Data records:
[Start of section]

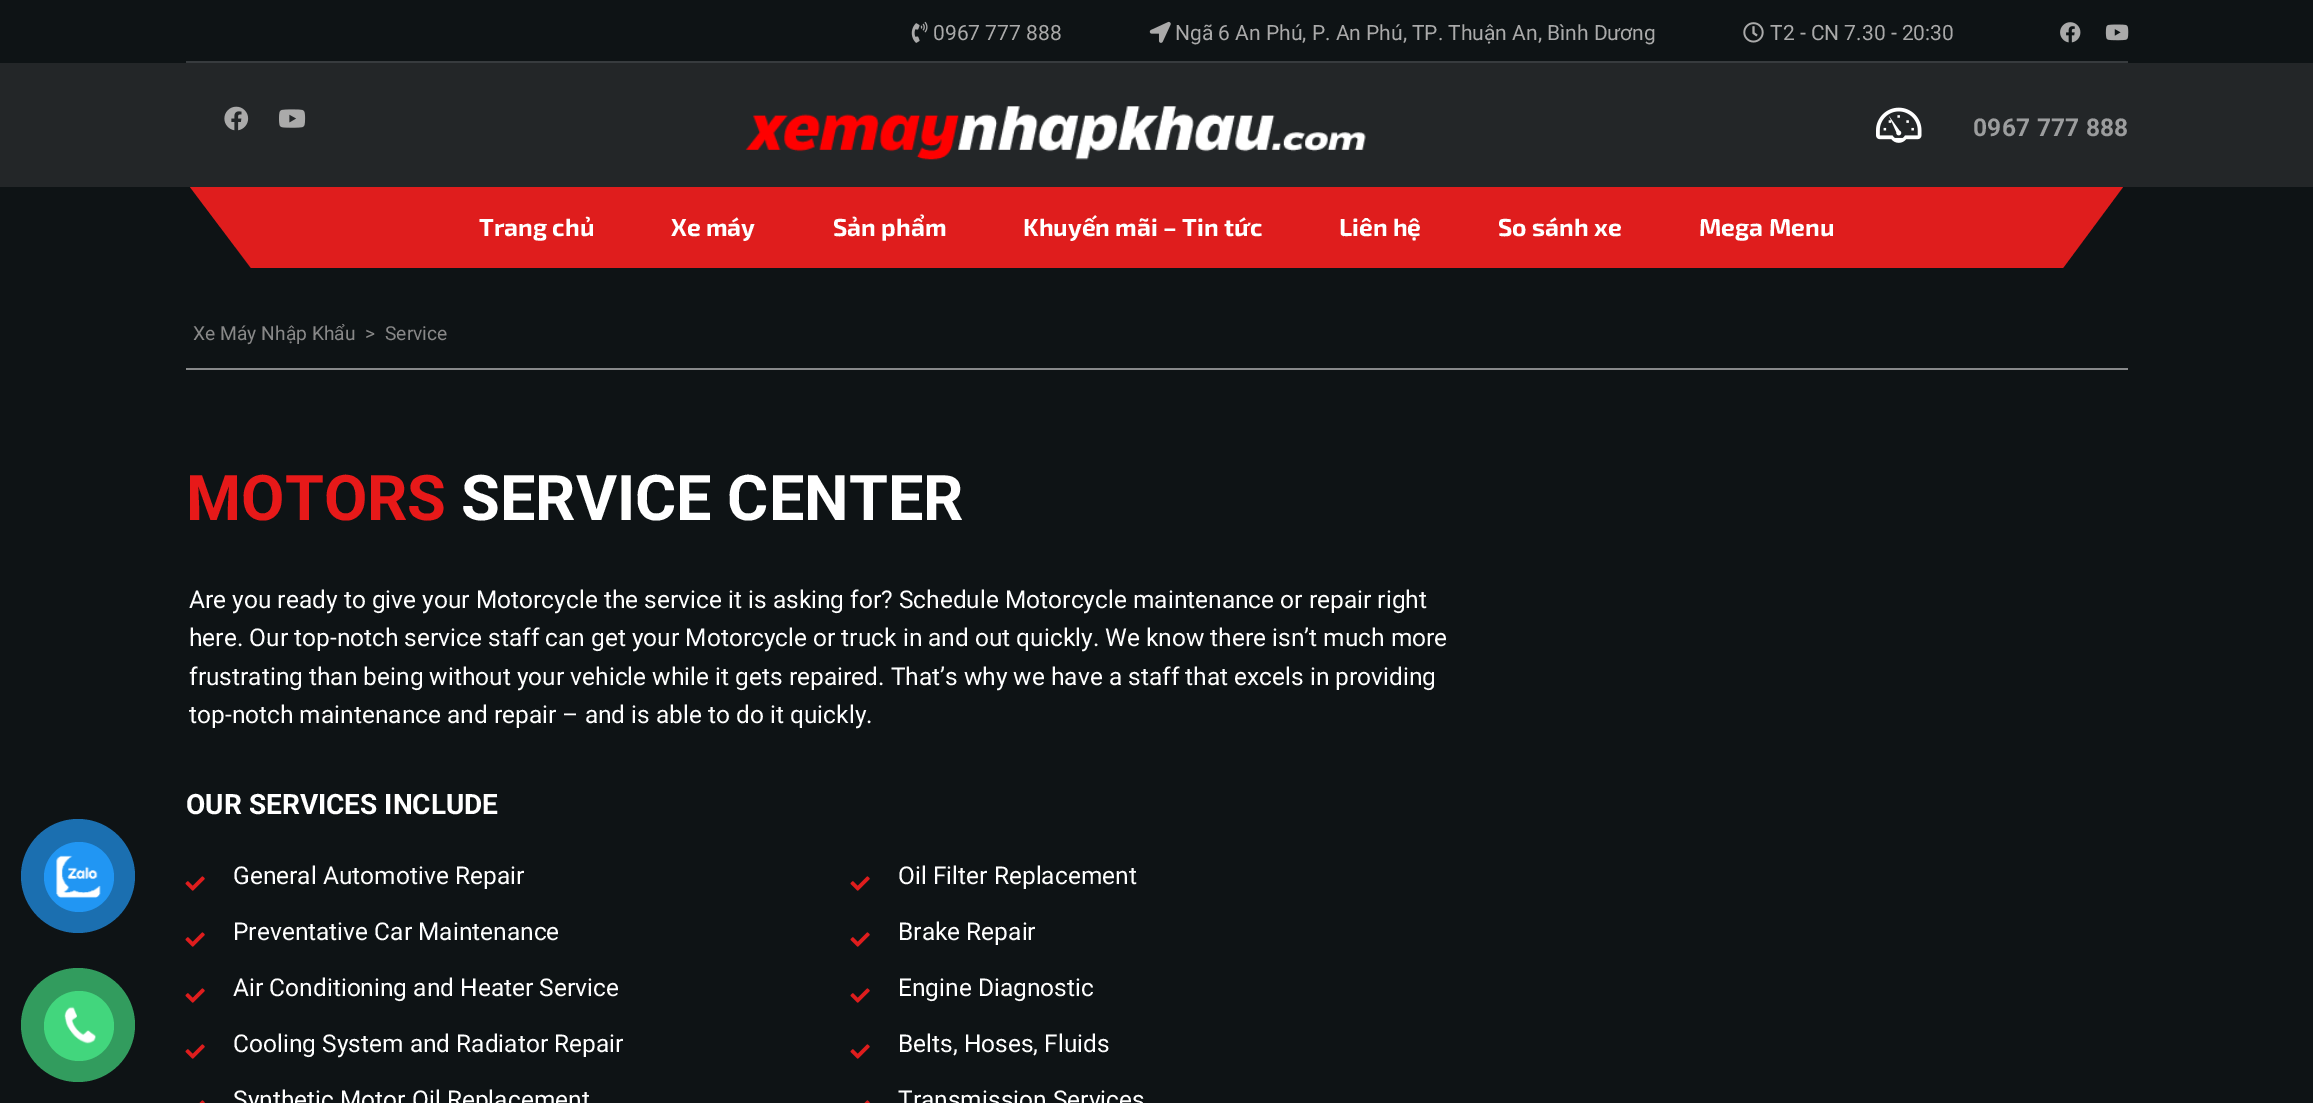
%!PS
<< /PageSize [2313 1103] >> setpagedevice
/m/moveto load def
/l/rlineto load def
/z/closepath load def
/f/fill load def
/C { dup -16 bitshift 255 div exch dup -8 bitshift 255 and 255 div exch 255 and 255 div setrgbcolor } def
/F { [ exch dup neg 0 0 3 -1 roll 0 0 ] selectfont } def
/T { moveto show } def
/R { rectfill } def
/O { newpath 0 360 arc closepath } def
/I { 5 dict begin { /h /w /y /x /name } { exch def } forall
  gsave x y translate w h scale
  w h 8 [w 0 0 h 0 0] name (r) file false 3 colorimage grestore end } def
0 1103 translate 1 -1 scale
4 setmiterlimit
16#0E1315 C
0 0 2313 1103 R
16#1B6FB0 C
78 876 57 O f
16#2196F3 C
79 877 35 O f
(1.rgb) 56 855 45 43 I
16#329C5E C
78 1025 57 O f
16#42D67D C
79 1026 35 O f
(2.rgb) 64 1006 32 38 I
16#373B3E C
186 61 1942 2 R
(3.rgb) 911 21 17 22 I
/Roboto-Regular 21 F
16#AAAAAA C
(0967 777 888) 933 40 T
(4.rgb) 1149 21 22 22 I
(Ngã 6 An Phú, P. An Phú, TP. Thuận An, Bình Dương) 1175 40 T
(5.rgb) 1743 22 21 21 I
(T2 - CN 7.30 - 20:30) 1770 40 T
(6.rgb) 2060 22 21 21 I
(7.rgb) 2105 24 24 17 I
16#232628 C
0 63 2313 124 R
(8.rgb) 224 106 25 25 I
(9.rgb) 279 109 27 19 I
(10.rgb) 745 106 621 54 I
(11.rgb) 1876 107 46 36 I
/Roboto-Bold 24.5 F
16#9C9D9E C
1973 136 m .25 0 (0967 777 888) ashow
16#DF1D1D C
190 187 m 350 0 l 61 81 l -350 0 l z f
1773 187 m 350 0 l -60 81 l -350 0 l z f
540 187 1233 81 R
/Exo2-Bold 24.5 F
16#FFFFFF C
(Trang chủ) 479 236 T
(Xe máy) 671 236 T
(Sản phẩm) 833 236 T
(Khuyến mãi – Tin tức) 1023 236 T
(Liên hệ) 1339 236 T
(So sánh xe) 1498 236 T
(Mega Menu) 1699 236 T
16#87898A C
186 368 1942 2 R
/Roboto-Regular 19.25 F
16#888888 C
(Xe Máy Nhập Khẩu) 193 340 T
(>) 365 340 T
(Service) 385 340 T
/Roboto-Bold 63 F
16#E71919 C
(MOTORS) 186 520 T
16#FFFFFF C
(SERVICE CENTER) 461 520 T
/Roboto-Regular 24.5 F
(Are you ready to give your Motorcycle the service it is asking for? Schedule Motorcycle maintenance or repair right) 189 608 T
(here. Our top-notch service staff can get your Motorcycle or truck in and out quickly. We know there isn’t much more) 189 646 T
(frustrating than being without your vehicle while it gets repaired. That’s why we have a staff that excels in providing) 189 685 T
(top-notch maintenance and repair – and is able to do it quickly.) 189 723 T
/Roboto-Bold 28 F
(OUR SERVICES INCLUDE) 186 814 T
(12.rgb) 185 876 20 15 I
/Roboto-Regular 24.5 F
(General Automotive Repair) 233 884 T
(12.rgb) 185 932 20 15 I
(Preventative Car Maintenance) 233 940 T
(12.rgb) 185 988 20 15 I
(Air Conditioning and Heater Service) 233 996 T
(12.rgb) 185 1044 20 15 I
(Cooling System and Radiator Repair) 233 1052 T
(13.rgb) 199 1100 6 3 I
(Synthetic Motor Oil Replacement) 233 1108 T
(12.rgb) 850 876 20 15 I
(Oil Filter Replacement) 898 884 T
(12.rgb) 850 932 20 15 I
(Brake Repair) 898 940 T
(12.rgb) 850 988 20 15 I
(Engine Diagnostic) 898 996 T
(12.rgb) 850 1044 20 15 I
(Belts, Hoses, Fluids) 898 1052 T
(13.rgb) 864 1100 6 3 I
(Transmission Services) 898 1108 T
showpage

[End of section]
[Start of section]

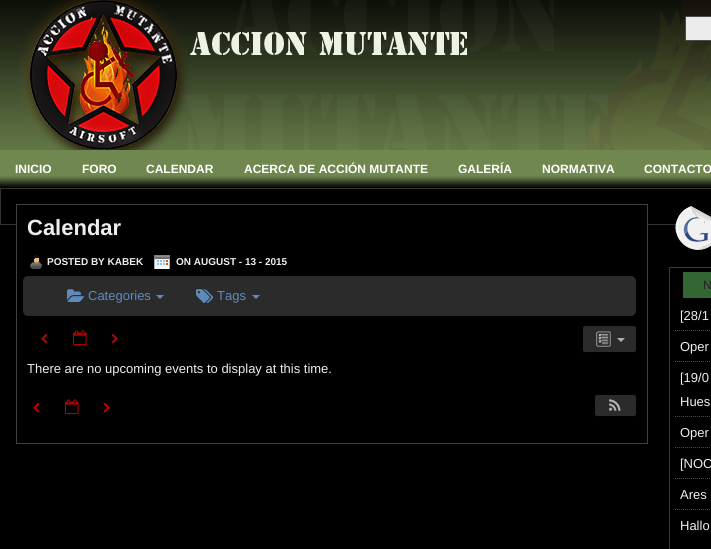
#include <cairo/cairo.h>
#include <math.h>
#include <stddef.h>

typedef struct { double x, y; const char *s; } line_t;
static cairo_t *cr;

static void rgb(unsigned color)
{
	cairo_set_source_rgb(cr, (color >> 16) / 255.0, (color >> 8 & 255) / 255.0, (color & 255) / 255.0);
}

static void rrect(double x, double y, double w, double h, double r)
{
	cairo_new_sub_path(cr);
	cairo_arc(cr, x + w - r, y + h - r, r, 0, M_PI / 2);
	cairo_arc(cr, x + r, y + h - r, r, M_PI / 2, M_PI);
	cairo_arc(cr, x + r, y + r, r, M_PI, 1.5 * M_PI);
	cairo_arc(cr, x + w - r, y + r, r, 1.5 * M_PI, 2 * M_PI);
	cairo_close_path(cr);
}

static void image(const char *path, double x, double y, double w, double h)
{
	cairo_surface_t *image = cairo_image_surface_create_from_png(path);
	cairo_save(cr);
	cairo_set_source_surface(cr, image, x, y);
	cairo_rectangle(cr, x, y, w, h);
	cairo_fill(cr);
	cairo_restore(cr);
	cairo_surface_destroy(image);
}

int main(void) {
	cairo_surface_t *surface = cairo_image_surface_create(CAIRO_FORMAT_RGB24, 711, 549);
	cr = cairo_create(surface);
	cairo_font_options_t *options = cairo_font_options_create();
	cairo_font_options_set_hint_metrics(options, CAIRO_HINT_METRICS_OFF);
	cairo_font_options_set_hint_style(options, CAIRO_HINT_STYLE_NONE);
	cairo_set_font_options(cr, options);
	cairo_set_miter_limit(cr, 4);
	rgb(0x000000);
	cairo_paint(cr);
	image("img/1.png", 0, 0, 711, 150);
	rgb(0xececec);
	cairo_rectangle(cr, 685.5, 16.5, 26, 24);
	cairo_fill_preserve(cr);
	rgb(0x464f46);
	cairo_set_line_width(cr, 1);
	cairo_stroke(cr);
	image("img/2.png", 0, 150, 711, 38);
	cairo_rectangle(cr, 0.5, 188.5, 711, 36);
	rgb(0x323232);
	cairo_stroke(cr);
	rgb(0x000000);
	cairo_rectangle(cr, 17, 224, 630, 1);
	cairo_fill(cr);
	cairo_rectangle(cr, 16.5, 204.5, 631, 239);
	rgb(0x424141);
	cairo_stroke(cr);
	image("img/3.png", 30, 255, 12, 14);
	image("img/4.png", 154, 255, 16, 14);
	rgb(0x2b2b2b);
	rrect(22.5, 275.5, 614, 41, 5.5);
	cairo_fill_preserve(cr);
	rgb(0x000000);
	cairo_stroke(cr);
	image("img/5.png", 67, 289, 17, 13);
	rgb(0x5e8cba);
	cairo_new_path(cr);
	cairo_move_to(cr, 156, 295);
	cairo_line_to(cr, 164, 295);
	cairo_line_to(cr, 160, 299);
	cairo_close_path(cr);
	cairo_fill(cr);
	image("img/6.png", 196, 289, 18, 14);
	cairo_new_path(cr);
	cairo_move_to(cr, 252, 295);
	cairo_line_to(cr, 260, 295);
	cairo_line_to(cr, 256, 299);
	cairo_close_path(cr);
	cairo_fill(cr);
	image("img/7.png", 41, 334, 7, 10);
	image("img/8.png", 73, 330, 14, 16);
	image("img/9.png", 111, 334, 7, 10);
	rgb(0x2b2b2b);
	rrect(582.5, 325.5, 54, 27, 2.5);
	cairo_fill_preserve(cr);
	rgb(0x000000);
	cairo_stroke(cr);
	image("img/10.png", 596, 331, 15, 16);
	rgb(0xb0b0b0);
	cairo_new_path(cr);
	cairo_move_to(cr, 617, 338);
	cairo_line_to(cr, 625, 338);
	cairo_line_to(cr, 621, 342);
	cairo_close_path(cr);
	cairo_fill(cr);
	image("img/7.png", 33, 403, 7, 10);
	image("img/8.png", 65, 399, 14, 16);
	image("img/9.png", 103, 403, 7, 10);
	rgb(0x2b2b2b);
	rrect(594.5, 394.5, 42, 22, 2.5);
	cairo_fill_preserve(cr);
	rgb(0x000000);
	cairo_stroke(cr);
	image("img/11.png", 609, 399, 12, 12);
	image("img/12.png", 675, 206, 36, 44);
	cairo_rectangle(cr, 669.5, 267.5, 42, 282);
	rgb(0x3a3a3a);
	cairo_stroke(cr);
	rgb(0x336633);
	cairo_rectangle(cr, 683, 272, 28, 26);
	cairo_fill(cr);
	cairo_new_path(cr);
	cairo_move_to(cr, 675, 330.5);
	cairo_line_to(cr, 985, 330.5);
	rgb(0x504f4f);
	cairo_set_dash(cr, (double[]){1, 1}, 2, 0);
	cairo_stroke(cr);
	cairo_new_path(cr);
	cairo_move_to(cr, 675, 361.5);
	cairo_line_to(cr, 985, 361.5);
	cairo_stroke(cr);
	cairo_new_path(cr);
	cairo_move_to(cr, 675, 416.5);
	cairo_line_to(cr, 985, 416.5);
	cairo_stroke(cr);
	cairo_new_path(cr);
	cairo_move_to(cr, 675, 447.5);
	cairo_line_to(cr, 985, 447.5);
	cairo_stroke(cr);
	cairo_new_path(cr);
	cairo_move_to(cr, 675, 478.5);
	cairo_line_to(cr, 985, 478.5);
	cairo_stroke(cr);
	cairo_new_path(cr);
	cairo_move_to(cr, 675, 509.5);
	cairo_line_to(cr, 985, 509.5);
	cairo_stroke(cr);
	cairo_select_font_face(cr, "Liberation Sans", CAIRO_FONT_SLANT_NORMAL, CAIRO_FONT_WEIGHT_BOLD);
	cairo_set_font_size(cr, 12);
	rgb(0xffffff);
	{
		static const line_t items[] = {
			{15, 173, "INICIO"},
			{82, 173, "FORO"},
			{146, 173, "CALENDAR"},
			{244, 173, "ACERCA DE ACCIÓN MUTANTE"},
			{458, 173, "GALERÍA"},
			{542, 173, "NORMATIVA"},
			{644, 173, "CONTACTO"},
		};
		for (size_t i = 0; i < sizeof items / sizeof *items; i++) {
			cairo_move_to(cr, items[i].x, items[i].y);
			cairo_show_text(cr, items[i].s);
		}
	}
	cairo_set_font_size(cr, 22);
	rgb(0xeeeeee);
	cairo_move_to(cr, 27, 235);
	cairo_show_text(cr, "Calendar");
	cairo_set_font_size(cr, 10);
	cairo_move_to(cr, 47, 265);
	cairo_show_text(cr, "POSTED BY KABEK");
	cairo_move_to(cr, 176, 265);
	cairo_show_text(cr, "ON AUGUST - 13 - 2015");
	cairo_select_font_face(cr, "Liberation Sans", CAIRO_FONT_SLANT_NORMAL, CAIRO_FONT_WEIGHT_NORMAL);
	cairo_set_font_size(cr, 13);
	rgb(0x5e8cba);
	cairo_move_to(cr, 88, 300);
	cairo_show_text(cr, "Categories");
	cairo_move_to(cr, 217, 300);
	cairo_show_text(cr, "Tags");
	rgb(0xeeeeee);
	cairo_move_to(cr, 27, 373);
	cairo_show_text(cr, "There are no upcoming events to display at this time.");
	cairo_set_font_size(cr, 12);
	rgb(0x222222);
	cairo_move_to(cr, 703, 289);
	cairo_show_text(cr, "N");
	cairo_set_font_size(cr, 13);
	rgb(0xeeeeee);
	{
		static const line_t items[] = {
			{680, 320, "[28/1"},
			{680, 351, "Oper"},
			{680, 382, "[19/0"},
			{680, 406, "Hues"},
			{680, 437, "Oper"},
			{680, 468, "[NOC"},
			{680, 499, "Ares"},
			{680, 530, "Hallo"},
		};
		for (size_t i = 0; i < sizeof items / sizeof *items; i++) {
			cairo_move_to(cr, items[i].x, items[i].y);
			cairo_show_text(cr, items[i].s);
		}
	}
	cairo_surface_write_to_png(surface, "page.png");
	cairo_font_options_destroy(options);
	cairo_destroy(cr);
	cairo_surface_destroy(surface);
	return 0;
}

[End of section]

Work to be completed: In the data above, find the line that contains "cairo_image_surface_create(CAIRO_FORMAT_RGB24, 711, 549);" and the line that contains "cairo_set_miter_limit(cr, 4);". Repeat exactly those lines and every line between them, and only those.

Answer to this problem:
	cairo_surface_t *surface = cairo_image_surface_create(CAIRO_FORMAT_RGB24, 711, 549);
	cr = cairo_create(surface);
	cairo_font_options_t *options = cairo_font_options_create();
	cairo_font_options_set_hint_metrics(options, CAIRO_HINT_METRICS_OFF);
	cairo_font_options_set_hint_style(options, CAIRO_HINT_STYLE_NONE);
	cairo_set_font_options(cr, options);
	cairo_set_miter_limit(cr, 4);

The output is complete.